STT-MRAM is an exciting new memory technology that is being considered as a replacement candidate for SRAM in caches and DRAM in main memory. While the technology has adequate endurance and read/write latencies, challenges
to its adoption include relatively high write and read currents per cell and high error rates. We evaluate the feasibility of STT-MRAM as a main memory replacement technology for DRAM, analyze the challenges to its adoption and provide
solutions. We reduce power at a device-chip level by restricting the number of cells concurrently accessed within the chip for each request. We present a device architecture that enables this reduction without affecting its compatibility with existing
DRAM DIMM designs. For managing error rates we look in detail at the different error phenomena for STT -MRAM and examine the effectiveness of ECC technology and scrubbing to mitigate them.
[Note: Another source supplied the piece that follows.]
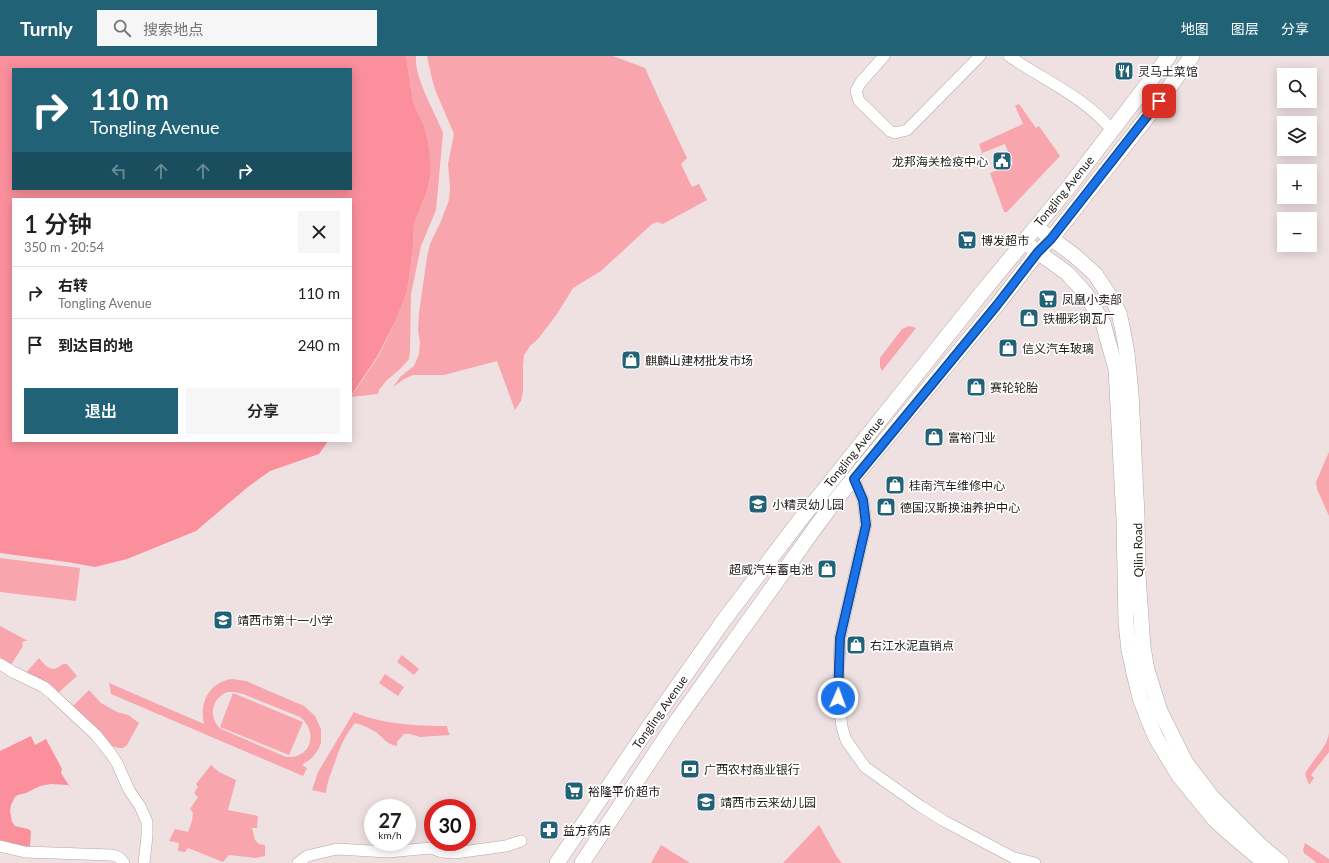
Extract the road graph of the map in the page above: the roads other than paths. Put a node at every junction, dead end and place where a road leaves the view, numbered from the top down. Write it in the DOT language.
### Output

Using both analytical methods (for error modeling) and simulation methods (for power and performance quantification) we identify the STT-MRAM technology (characteristics) for which feasible ECC and scrubbing solutions can provide adequate error correction. Limiting the number of cells activated in a device for each access (for power feasibility) and adoption of error correction solutions have potential to reduce performance. We propose two optimizations to improve performance – command compaction and banklet architecture – and quantify their benefits with a suite of memory-intensive workloads.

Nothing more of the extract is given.